Roger Maltais

Un grand seigneur, ce monseigneur!

par Hubert Wallot

Homme religieux sans faire un étalage excessif de ses croyances, Mgr Maltais n'était pas de ces recteurs spectaculaires qui ont l'art éblouissant d'éclipser les étoiles de leur institution. Il n'était pas non plus un recteur gestionnaire à la tape dans le dos et à la vision purement budgétaire. Même si certains en ont contesté la valeur, Roger Maltais avait une vision de l'université, chose qui n'est plus la règle dans le milieu universitaire.

Tel que je l'ai connu - et il n'a sans doute pas changé - Roger Maltais était un homme d'humeur stable, affable tout en étant réservé, respectueux des autres, soucieux de travailler en équipe et sachant laisser les vice-recteurs, les doyens et les chercheurs partager la vedette avec lui. Plût au ciel que tous ses collaborateurs et toutes les vedettes de l'Université eussent de telles qualités humaines et n'aient pas abusé de sa bonne foi!

C'est donc par un travail d'équipe que son passage comme recteur aura été marquant pour l'Université de Sherbrooke. C'est aussi sous son mandat qu'on a pu, selon ses propres mots, <<faire la preuve que des relations d'adultes, même des relations d'affaires, peuvent fonctionner entre administrateurs et étudiants>> à travers la signature des contrats de SADA, compagnie étudiante qui, à l'époque, gérait la cafétéria, la salle à banquet, les distributrices et le casse croûte. (Voir Liaison, volume VII, no 26, p. 5). <<Mais, ajoutait-il , nous avons, chemin faisant, corroboré une vérité déjà bien connue, qu'il est particulièrement malaisé de faire des affaires entre parents, entre membres de la même famille. Mais c'est raison de plus de nous réjouir d'avoir tout de même réussi.>>

De fait, l'Université était à l'époque une grande famille et Mgr Maltais y était pour quelque chose. Le Conseil d'administration était un petit conseil parental. Les performances de l'époque de l'Université de Sherbrooke, qui émergeait alors en plusieurs disciplines, attestent d'une réussite certaine. Roger Maltais ne s'est pas attribué tout le mérite comme d'autres l'auraient fait. Quelques-uns voudront peut-être même enlever le mérite certain de celui qui n'a jamais joué ni la vedette ni l'effacement.
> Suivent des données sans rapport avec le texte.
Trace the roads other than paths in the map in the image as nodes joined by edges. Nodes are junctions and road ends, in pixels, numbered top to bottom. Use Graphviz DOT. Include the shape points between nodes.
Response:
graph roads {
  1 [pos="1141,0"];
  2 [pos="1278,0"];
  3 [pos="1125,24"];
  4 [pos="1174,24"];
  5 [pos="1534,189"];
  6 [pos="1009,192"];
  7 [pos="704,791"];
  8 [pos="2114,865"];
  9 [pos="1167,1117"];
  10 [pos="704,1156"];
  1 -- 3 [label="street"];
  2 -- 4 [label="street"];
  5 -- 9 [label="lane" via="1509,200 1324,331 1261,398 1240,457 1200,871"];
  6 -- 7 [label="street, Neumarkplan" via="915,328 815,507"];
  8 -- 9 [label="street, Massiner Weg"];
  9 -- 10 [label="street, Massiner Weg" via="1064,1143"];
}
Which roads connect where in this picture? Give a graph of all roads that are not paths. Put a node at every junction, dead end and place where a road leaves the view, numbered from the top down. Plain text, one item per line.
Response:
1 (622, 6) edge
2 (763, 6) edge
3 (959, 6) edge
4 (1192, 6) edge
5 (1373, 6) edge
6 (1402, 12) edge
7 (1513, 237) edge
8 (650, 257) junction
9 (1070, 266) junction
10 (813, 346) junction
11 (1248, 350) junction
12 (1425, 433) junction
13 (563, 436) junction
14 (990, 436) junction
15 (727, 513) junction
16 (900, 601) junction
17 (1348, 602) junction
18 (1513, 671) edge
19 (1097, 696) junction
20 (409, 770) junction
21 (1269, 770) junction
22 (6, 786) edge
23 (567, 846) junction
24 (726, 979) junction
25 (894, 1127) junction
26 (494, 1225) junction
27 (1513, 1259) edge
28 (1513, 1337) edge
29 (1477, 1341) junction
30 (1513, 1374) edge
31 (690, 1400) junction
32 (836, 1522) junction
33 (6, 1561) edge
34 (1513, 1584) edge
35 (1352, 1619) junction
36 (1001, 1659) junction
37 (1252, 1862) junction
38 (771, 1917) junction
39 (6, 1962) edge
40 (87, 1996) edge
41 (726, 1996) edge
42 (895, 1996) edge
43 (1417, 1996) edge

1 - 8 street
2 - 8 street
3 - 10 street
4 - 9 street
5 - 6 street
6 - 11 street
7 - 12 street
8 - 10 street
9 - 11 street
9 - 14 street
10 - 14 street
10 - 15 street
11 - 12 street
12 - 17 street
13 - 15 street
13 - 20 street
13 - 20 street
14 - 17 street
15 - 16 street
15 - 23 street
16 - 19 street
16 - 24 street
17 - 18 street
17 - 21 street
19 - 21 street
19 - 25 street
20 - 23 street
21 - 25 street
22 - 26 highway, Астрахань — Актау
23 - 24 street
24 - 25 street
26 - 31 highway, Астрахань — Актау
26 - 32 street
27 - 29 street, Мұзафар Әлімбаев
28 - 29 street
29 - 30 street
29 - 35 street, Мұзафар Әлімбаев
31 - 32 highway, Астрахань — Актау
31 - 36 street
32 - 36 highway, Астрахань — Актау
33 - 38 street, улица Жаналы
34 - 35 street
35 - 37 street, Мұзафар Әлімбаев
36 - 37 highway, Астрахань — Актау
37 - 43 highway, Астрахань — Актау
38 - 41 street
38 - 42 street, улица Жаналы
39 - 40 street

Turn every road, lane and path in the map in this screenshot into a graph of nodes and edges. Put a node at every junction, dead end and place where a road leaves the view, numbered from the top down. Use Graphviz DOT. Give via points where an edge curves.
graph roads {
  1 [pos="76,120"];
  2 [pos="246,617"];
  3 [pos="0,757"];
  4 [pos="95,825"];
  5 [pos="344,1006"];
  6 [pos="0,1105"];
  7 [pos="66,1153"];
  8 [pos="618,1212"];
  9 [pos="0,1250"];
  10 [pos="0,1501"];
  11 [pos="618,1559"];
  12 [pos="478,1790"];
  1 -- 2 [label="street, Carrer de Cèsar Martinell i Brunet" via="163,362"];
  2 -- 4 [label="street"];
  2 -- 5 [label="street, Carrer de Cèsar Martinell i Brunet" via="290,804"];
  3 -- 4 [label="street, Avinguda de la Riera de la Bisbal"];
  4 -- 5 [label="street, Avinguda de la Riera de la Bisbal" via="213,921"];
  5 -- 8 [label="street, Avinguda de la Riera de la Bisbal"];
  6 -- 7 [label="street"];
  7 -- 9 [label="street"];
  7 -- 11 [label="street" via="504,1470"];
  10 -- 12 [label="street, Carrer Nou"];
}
Pourtant, lui comme recteur et moi-même comme président de l'Association étudiante, nous avons bien des fois divergé d'opinion. La question du réengagement des professeurs laïcisés de la Faculté de théologie, alors que l'Université avait comme chancelier l'évêque du diocèse, nous a opposés. La question du statut confessionnel de l'Université, les faits et les enjeux du Département parallèle de service social, la question de la démocratie universitaire ont été des occasions de divergence. Les enjeux de la démission du doyen de génie, Pierre Deschesne, la question de la mission du Centre culturel compte tenu de son mode de financement, etc. ont toutes été des questions à propos desquelles nos opinions se sont opposées.

Mais en tenant compte de ce qui s'est passé dans d'autres institutions universitaires, je crois pouvoir dire qu'il a été le recteur qui a permis à son université de se développer à un rythme rapide et même dans des directions qu'il n'avait pas prévues.. Affirmer de telles choses constitue un compliment. Roger Maltais fut dans l'ensemble un recteur respectueux et respectable, sobre et efficace, qui collait à son époque et qui mérite tout notre respect. D'autres institutions universitaires n'ont pas eu cette chance!

Plusieurs seront étonnés du présent témoignage, y compris Mgr Maltais. Avec le recul et mon expérience comme membre du Conseil d'administration de l'Université de Sherbrooke de 1971 à 1973, du Conseil d'administration de l'Université du Québec à Chicoutimi de 1983 à 1986, et enfin de l'Assemblée des gouverneurs de l'Université du Québec de 1985 à 1989, la figure de Roger Maltais comme recteur a pris de plus en plus de relief.

Étudiant en médecine de 1968 à 1974, Hubert Wallot a été président de la Fédération des étudiants de l'Université de Sherbrooke en 1971 et en 1972. Il a d'ailleurs été le premier étudiant de médecine à présider l'association étudiante. Il est maintenant professeur à la Télé-Université. Hubert Wallot est aussi psychiatre au centre hospitalier Robert-Giffard et médecin-conseil en santé publique.